Worship isn't structured, but communal. It's found in rituals like shared meals, harvest festivals, and the careful relocation of their village to avoid harming local ecosystems. To them, Herne is a living presence in the rhythm of the waves, the tides of emotion, and the act of coexistence. He is seen as a god who understands both suffering and second chances; a god who gave life not just once, but continuously, every time they survive another season.

Current Status
Life here follows the rhythm of the tides. With buildings designed to move when needed and a culture rooted in respect for the land and sea, the Salmon Coast is as fluid as it is grounded. The community continues to trade goods like dried fish, handwoven goods, and naturally harvested materials, though the focus remains inward—on sustainability, harmony, and healing.
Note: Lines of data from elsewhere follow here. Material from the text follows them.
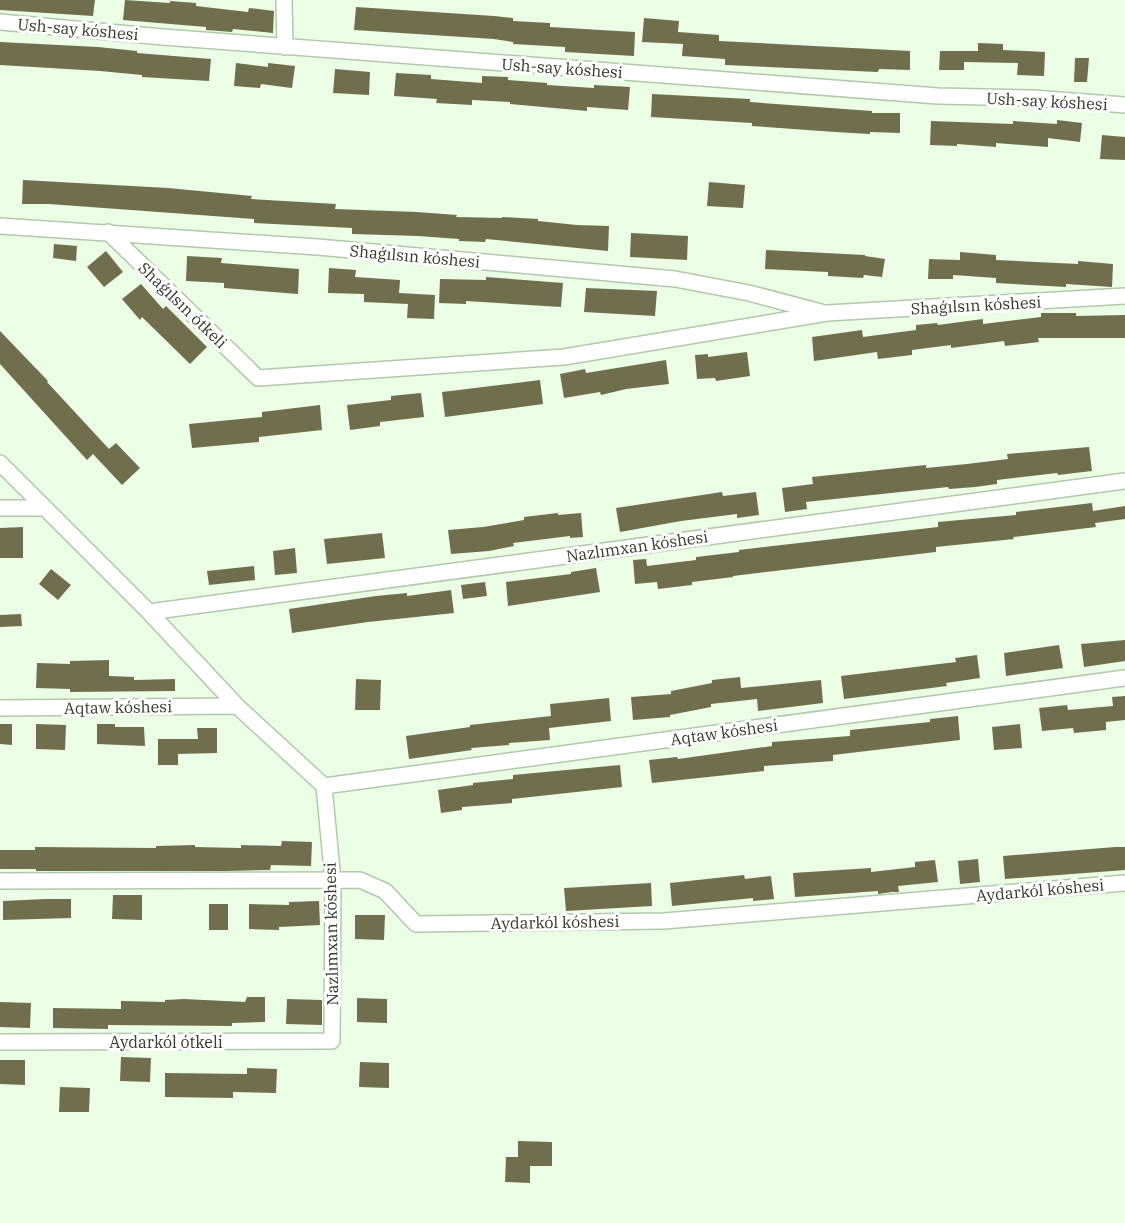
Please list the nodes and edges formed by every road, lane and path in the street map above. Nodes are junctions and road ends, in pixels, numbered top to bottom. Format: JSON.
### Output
{"nodes":[{"id":1,"x":284,"y":0,"type":"edge"},
{"id":2,"x":0,"y":22,"type":"edge"},
{"id":3,"x":285,"y":47,"type":"junction"},
{"id":4,"x":1125,"y":105,"type":"edge"},
{"id":5,"x":0,"y":226,"type":"edge"},
{"id":6,"x":108,"y":232,"type":"junction"},
{"id":7,"x":1125,"y":296,"type":"edge"},
{"id":8,"x":827,"y":313,"type":"junction"},
{"id":9,"x":258,"y":378,"type":"joint"},
{"id":10,"x":0,"y":463,"type":"edge"},
{"id":11,"x":1125,"y":481,"type":"edge"},
{"id":12,"x":0,"y":508,"type":"edge"},
{"id":13,"x":44,"y":508,"type":"junction"},
{"id":14,"x":149,"y":612,"type":"junction"},
{"id":15,"x":1125,"y":678,"type":"edge"},
{"id":16,"x":237,"y":706,"type":"junction"},
{"id":17,"x":0,"y":708,"type":"edge"},
{"id":18,"x":324,"y":786,"type":"junction"},
{"id":19,"x":0,"y":881,"type":"edge"},
{"id":20,"x":333,"y":881,"type":"junction"},
{"id":21,"x":1125,"y":883,"type":"edge"},
{"id":22,"x":332,"y":1041,"type":"joint"},
{"id":23,"x":0,"y":1042,"type":"edge"}],
"edges":[{"from":1,"to":3,"type":"street"},
{"from":2,"to":3,"type":"street","name":"Ush-say kóshesi"},
{"from":3,"to":4,"type":"street","name":"Ush-say kóshesi"},
{"from":5,"to":6,"type":"street","name":"Shaǵılsın kóshesi"},
{"from":6,"to":8,"type":"street","name":"Shaǵılsın kóshesi"},
{"from":6,"to":9,"type":"street","name":"Shaǵılsın ótkeli"},
{"from":7,"to":8,"type":"street","name":"Shaǵılsın kóshesi"},
{"from":8,"to":9,"type":"street","name":"Shaǵılsın kóshesi"},
{"from":10,"to":13,"type":"street"},
{"from":11,"to":14,"type":"street","name":"Nazlımxan kóshesi"},
{"from":12,"to":13,"type":"street"},
{"from":13,"to":14,"type":"street"},
{"from":14,"to":16,"type":"street"},
{"from":15,"to":18,"type":"street","name":"Aqtaw kóshesi"},
{"from":16,"to":17,"type":"street","name":"Aqtaw kóshesi"},
{"from":16,"to":18,"type":"street"},
{"from":18,"to":20,"type":"street","name":"Nazlımxan kóshesi"},
{"from":19,"to":20,"type":"street","name":"Aydarkól kóshesi"},
{"from":20,"to":21,"type":"street","name":"Aydarkól kóshesi"},
{"from":20,"to":22,"type":"street","name":"Nazlımxan kóshesi"},
{"from":22,"to":23,"type":"street","name":"Aydarkól ótkeli"}]}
Though somewhat isolated, the village is far from stagnant. Travelers still arrive, drawn by its warmth and the quiet beauty of its low-impact lifestyle. And despite the island’s mystery, or perhaps because of it, the Salmon Coast thrives as a beacon of coexistence, where corrupts walk freely and all are judged by their character - not their corruption.
Infamy

Danger is what you make of it in both Salmon Coat and Antler Islands. It can be just as easily avoided as it is approached.
Architecture
Considered the TRUE ideal sanctuary and vacation area for mainland Faunids, the widespread village is coastal and natural in design. Using only their natural resources in the least intrusive methods possible, the buildings are not made to last forever. rather, they are designed to be constantly built upon and fixed as needed. If needed, their entire village is able to be dismantled and located further along the coastline to ease pressure on the current wildlife.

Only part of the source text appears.